So impressive is it that Squyres calls in to ask us about it. He's teaching the Intro to Planetary Astronomy and Exploration this semester at Cornell -- who better? -- a class of about 250 students. "Every day I give them about a 5-minute rundown of what the rovers have been doing," he says. "It's kind of a fun way to kick things off. Today I showed them that image of the churned-up soil and all the back-and-forthing from the downlink report."
So at least it'll be good for something.
Today is an RDO, meaning people who work JPL's newly introduced 9/80 schedule have the day off.[2] As a result, lots of Lab services are closed; in particular, only one of the cafeterias is open. Then, just a few minutes into lunchtime, there's an announcement: there's been a fire in the cafeteria. Nobody's hurt, but they have to close that cafeteria. Project Manager John Callas, however, buys everybody pizza from Round Table. Our hero!

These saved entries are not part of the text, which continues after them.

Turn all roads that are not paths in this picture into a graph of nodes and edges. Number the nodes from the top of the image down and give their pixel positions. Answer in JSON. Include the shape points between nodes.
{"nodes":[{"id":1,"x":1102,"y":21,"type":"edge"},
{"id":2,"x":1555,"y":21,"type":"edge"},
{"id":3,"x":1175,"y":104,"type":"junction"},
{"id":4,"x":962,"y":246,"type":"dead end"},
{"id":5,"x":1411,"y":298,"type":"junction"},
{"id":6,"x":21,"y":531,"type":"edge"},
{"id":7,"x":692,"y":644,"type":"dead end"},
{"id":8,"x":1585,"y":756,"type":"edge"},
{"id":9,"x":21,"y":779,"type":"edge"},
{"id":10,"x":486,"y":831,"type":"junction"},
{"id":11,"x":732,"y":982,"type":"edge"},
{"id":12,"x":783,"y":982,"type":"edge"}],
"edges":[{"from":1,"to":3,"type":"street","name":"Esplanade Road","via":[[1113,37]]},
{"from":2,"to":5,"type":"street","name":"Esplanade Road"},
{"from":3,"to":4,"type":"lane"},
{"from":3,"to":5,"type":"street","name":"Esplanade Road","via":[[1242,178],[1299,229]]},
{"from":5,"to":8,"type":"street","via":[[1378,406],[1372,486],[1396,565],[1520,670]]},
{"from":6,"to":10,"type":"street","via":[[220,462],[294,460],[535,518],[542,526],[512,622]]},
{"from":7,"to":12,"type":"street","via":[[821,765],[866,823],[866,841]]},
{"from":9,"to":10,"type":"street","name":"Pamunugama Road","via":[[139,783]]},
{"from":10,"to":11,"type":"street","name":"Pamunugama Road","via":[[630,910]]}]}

I blame the disconcerting announcement of the fire, and my concern about the safety of the cafeteria personnel, for what happens later. For the first time since I don't know when, we catch a real error at the final walkthrough and have to redeliver. (Unusually, Sharon's here and watching. "It's probably my fault," she grins.) The problem was that our drive backbone sequence didn't check whether its helpers were on board, and if they failed to make it to the spacecraft, a variety of bad things might have happened. Annoyingly, I'd briefly thought of this problem earlier, but I failed to write it down, and it went back out of my head by the same door it came in, I guess.
So we have to walk through it all again, and when the time comes to do that, Rich Morris -- a Mission Manager and an RP wanna-be -- asks if he can do the walkthrough.
Ashitey and I glance at each other, then shrug, intrigued. "Go for it," I tell him.
He does it! And he does a pretty good job of it, too.[3]
[Next post: sol 1116, February 22.]
Courtesy NASA/JPL-Caltech. Can you believe that when we landed on Mars, I felt bad about every imprint I caused the wheels to leave in the soil? And now look what I'm doing to the place. You'd think I lived here.
Footnotes:
[1] This is because the MB instrument on the end of the arm has the only contact plates designed for sensing contact with the soil. The APXS and MI, in different ways, can sense contact with hard surfaces -- though the APXS's way of doing that has been broken for a long time anyway. But only the MB can sense soil contact.
[2] In case you don't have this at your workplace: 9/80 means you work 80 hours in not in the usual 10 days but in nine, by working an extra hour for eight of those days. Then you get a day off every two weeks -- in JPL's case, you get every other Friday off. Unlike most of the Lab, MER stayed on the standard, 5/40, schedule. I am personally on something more like 5/80. :-/
[3] So it's a shame Rich is no longer with us: he killed himself last year. This is the first time I've been able to see, up close and personal, the effects that a suicide has on the people who are left behind -- and I know it's much worse for his family than for his co-workers. Rich had a number of good friends, both on MER and off MER, who would gladly have lent him the perspective on life that perhaps he lacked. If you're in a similar situation, find a person in your own life who will give you that perspective, and make sure you get it from them. Please.
2012-02-15
Spirit Sol 1109
I'm happy, so happy. There's a MER science convention in town, and the science team is actually here in the room with us. Today we're joined by "PANCAM Emily" (as we call her, to distinguish her from "Mission Manager Emily"), along with a couple of other usually off-Lab science team members.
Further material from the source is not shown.